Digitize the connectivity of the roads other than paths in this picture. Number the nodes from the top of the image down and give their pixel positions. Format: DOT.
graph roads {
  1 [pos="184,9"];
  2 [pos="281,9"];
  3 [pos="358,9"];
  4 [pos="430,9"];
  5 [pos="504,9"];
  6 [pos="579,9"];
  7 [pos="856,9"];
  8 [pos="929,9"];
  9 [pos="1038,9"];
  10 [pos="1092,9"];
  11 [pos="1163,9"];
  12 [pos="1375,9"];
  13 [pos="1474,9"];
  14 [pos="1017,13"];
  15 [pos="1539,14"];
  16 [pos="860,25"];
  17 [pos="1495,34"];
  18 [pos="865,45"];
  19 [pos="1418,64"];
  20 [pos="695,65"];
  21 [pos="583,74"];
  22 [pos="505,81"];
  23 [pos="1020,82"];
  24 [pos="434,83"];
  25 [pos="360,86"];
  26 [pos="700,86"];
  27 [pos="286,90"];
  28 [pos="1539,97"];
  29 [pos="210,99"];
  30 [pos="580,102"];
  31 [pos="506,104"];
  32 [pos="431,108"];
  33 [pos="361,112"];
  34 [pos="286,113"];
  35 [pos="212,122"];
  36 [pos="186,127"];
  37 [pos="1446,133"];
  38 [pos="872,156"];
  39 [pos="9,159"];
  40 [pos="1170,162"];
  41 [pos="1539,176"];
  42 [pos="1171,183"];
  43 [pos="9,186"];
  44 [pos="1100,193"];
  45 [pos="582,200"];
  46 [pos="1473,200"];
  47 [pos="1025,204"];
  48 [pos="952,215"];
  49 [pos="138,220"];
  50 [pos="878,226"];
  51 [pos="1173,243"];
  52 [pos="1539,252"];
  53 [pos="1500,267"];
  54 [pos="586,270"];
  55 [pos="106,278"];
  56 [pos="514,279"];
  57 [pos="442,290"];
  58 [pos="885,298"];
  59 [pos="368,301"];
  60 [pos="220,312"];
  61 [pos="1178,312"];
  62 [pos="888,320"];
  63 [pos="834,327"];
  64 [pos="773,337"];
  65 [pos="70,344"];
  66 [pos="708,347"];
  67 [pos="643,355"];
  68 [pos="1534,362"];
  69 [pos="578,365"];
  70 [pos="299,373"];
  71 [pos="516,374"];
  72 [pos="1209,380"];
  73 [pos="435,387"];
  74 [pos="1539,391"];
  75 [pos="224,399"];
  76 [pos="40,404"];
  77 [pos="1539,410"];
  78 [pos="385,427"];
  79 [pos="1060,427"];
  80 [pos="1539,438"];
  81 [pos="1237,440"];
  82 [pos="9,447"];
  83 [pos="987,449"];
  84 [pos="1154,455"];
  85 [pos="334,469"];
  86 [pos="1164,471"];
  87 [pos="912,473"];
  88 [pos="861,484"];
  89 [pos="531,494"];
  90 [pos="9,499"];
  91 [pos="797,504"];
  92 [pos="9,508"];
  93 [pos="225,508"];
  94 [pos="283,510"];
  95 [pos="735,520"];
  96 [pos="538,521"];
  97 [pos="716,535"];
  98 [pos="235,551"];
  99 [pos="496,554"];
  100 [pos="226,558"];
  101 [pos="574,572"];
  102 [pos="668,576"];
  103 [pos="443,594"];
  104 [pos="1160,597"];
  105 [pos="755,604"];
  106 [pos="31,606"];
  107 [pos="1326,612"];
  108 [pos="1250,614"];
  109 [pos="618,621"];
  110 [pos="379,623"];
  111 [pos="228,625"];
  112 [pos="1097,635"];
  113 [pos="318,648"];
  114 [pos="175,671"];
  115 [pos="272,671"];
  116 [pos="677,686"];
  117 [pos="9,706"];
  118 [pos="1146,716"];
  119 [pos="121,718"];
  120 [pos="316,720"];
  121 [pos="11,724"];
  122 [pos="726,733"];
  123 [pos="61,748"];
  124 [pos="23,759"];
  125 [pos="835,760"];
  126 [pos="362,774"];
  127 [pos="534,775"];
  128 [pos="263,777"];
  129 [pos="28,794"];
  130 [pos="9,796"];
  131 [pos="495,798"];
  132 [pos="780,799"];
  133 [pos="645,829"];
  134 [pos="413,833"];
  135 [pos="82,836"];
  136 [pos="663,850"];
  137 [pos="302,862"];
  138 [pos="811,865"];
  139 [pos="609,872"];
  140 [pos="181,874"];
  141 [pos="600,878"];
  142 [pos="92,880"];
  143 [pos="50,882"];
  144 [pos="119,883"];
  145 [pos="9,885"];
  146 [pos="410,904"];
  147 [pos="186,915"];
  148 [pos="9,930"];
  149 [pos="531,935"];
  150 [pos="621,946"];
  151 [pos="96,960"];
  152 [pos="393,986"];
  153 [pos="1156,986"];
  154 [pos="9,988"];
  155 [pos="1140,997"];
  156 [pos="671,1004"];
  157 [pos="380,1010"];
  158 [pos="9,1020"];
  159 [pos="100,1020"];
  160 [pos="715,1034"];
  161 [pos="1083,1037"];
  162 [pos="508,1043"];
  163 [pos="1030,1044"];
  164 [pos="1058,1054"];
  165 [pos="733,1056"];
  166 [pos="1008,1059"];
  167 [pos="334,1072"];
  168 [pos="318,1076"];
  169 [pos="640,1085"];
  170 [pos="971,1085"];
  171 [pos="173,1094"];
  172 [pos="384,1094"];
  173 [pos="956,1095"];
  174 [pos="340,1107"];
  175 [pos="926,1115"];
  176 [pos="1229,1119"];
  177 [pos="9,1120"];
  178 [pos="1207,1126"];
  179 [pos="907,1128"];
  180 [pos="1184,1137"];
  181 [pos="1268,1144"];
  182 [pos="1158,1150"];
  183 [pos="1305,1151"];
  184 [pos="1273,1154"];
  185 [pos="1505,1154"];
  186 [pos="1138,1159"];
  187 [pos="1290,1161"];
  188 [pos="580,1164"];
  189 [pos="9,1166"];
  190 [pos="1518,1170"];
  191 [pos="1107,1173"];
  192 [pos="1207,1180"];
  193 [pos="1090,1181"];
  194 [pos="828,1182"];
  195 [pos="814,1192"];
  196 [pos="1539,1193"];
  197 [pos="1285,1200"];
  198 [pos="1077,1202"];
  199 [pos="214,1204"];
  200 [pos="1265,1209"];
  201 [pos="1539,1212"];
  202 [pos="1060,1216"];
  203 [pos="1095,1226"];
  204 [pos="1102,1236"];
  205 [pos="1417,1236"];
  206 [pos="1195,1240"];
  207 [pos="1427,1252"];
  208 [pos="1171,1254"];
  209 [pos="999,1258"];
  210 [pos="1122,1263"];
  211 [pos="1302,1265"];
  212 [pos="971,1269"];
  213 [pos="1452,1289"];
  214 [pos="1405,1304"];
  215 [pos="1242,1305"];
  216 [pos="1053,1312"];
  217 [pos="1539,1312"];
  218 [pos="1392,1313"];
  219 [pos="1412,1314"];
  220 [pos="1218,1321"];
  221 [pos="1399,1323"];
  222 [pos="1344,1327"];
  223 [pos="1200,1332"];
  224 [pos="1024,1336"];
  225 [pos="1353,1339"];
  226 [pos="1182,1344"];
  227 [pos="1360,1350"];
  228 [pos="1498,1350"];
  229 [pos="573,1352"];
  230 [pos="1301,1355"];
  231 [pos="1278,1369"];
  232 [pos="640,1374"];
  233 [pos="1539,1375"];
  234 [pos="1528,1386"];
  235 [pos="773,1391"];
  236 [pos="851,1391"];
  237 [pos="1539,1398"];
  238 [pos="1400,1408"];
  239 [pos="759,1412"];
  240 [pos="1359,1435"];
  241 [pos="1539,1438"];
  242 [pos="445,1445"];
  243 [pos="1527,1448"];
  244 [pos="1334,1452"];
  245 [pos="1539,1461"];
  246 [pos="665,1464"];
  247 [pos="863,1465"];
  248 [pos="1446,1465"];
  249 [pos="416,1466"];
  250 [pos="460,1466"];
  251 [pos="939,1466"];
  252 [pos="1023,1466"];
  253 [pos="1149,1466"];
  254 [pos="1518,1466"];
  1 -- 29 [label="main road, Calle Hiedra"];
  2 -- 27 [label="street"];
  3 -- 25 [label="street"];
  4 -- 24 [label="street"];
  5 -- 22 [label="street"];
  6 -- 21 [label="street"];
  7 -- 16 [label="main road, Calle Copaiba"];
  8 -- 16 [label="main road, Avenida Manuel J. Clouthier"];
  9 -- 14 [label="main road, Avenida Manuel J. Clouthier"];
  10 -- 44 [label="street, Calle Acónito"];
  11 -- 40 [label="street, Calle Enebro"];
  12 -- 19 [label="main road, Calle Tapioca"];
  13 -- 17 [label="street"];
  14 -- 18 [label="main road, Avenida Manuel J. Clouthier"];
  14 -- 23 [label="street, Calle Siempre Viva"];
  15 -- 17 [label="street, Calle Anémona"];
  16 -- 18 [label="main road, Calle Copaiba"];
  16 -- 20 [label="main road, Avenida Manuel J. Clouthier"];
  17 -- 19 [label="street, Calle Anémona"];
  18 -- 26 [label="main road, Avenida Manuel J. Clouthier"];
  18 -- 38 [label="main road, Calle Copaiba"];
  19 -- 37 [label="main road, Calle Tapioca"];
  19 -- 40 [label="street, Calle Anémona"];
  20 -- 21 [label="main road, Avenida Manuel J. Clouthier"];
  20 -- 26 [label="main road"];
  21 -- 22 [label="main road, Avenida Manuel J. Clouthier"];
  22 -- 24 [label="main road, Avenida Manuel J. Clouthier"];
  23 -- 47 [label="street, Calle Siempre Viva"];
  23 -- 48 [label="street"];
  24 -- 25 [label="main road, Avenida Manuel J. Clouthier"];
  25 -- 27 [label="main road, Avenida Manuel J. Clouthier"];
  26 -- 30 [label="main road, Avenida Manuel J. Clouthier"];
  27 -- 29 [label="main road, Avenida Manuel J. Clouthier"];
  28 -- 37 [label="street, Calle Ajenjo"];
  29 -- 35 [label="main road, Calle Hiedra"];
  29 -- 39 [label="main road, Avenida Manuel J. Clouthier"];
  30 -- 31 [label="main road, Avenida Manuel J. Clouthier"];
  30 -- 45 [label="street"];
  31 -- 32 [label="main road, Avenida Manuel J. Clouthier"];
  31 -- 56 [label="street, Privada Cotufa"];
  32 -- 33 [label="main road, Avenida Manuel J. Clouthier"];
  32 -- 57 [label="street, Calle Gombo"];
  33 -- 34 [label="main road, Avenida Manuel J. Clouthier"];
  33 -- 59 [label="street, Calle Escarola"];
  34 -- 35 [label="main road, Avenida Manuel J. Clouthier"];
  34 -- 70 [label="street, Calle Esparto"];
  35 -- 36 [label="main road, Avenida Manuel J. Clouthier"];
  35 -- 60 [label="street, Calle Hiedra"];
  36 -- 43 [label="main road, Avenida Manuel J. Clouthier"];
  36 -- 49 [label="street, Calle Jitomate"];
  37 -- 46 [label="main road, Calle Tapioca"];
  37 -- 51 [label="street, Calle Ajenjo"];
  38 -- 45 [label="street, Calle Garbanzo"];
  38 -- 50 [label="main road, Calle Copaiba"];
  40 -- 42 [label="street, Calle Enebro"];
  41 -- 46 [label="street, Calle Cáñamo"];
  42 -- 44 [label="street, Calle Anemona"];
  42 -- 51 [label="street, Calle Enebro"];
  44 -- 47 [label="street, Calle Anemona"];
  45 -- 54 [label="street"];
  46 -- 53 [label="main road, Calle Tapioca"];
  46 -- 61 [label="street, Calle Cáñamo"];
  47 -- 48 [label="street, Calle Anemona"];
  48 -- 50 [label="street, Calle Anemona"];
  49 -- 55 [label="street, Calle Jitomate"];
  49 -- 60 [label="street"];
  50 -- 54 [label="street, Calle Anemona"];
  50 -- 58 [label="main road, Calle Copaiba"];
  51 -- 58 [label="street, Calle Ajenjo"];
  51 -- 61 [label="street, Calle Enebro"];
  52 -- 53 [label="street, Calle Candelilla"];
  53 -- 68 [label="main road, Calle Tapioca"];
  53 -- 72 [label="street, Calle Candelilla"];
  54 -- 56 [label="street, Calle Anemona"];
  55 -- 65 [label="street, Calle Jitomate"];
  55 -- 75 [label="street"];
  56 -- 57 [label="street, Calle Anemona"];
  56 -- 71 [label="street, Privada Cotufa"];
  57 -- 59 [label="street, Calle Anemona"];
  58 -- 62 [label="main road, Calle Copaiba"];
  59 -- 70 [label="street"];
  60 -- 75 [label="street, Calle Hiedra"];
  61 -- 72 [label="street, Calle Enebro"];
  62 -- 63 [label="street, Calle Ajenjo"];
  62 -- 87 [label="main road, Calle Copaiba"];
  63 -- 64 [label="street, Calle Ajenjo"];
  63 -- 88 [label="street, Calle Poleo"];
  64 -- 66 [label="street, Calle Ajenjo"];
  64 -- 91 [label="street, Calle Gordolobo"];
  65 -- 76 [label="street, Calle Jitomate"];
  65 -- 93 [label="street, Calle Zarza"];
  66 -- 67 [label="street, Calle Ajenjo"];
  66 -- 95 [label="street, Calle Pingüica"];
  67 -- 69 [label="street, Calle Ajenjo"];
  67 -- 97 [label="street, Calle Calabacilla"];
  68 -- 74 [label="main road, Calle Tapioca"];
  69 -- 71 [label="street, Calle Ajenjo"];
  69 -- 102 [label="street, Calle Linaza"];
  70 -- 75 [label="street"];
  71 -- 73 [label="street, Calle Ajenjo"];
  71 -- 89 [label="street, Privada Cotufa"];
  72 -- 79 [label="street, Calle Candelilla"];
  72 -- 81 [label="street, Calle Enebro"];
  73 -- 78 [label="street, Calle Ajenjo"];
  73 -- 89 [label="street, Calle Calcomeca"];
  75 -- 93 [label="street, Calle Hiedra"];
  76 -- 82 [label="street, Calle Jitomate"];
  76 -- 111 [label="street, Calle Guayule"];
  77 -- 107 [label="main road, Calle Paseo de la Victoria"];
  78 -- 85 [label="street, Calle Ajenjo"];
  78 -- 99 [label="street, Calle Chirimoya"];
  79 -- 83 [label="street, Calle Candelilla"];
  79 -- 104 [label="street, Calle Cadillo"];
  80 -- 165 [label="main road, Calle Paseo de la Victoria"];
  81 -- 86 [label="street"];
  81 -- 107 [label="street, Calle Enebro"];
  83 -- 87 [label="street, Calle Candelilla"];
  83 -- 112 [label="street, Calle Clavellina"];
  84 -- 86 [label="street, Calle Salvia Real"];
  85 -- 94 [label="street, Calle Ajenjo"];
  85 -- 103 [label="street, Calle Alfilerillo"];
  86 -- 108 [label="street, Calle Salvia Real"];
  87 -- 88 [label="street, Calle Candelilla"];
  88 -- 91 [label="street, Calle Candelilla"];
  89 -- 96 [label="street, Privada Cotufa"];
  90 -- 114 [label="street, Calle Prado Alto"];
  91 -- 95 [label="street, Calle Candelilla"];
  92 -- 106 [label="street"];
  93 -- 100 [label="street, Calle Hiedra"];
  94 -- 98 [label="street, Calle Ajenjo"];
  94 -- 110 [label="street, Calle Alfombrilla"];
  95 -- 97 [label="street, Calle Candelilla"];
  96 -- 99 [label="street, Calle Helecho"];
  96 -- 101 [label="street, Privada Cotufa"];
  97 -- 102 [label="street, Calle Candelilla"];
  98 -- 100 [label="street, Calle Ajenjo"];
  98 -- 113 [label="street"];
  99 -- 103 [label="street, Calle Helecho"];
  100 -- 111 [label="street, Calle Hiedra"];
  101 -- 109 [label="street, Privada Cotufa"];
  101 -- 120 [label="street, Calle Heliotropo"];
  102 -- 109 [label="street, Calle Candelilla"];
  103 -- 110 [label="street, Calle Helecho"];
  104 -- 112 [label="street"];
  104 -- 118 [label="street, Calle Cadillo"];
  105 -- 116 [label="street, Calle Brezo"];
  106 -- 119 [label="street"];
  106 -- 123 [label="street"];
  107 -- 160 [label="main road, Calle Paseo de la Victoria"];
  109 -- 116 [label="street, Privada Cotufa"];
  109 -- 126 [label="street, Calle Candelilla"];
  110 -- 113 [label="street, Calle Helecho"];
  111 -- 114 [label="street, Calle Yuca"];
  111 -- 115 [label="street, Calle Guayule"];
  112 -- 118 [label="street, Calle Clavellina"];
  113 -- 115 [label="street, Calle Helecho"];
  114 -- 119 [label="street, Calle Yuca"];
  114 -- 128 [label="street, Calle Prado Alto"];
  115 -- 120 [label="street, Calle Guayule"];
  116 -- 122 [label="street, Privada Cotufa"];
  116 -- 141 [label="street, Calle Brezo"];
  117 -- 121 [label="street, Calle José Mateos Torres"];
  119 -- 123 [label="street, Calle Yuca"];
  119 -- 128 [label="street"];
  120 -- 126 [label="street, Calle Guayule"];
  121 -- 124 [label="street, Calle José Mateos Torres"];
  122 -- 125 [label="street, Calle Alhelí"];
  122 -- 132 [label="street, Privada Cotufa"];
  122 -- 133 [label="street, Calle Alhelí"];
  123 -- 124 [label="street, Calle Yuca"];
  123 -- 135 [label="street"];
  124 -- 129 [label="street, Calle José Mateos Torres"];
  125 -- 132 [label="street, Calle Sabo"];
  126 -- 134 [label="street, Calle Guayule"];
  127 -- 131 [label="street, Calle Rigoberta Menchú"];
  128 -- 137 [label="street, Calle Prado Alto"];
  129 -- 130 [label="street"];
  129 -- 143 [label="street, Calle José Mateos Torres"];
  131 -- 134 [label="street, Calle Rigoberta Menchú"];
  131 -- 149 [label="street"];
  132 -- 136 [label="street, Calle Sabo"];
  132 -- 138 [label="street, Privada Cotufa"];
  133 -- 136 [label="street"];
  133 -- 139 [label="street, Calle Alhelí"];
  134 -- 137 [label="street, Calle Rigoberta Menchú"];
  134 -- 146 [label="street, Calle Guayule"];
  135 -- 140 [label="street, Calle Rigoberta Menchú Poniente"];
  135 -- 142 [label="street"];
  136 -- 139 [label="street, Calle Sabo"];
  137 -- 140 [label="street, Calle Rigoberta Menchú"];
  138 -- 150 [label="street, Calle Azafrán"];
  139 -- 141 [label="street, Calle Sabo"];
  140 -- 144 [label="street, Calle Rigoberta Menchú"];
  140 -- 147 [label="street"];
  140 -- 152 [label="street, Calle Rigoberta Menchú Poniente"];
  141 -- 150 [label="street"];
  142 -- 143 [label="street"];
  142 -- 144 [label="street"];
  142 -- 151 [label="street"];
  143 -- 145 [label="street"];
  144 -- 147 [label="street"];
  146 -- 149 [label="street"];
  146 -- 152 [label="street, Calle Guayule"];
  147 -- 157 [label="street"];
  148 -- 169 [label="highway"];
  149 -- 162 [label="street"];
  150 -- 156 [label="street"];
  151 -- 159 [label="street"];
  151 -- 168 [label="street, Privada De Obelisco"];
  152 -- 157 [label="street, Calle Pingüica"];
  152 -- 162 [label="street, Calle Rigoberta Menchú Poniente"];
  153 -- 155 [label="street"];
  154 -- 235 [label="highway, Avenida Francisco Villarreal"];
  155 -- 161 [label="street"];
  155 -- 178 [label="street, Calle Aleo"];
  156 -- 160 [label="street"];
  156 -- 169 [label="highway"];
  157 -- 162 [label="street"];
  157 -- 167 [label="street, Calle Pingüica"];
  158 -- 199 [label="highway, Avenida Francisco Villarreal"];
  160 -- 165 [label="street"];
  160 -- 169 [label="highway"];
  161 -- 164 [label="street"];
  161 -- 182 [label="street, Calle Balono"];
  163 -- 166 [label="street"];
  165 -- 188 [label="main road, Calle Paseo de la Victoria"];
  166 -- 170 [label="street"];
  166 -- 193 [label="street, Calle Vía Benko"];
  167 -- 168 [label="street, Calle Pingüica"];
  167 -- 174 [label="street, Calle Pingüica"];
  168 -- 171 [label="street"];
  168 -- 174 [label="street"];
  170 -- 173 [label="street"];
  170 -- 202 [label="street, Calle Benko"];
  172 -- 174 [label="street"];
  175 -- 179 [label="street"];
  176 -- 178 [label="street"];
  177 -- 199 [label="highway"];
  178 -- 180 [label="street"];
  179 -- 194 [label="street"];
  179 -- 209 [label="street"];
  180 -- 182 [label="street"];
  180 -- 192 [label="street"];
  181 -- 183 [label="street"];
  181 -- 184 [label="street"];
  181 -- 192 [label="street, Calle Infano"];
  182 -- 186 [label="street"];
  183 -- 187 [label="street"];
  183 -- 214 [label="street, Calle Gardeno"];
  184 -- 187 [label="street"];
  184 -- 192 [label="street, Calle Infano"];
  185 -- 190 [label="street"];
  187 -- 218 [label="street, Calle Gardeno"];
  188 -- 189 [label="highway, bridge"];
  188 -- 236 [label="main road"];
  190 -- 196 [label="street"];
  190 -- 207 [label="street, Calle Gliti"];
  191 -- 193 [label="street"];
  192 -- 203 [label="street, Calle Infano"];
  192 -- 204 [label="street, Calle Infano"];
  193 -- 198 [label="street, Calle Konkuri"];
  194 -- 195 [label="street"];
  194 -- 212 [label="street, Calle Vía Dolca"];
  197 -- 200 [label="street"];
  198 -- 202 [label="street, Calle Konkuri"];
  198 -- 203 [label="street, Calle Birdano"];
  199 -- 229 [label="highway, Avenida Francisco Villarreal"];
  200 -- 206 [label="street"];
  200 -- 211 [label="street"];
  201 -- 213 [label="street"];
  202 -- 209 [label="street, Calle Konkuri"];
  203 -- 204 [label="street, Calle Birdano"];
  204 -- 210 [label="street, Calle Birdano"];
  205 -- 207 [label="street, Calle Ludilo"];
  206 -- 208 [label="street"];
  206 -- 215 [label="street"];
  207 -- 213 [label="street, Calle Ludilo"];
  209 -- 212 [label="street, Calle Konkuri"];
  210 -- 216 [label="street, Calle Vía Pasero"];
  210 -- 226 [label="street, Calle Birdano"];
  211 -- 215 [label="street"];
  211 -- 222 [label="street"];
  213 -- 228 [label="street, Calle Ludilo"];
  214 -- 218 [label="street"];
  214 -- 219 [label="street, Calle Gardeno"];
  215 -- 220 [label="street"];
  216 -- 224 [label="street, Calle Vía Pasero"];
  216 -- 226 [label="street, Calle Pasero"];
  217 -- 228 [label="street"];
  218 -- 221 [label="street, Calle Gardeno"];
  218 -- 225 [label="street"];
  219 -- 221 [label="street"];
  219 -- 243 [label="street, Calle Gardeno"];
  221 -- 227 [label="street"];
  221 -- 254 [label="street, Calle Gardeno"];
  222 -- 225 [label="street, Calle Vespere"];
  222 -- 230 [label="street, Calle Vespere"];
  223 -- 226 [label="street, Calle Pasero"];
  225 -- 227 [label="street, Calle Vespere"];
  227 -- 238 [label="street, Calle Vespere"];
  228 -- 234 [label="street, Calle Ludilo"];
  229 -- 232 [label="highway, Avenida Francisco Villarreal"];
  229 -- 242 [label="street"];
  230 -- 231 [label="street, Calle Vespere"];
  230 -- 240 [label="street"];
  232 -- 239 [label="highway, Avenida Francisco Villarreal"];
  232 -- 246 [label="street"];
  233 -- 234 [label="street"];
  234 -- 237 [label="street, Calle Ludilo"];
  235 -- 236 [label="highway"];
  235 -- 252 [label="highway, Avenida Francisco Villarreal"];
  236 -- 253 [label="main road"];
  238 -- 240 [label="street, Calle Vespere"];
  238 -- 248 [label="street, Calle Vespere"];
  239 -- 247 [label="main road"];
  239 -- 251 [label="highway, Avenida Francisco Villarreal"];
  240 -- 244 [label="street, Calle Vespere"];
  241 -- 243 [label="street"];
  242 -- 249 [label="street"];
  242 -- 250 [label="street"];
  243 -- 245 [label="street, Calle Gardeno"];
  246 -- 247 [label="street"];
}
☆ ☆ ☆ ☆ ☆
- **Aim of the exercise**:
Show every line of the entries above where the word "José" occurs.

- **Solution for this exercise**:
  117 -- 121 [label="street, Calle José Mateos Torres"];
  121 -- 124 [label="street, Calle José Mateos Torres"];
  124 -- 129 [label="street, Calle José Mateos Torres"];
  129 -- 143 [label="street, Calle José Mateos Torres"];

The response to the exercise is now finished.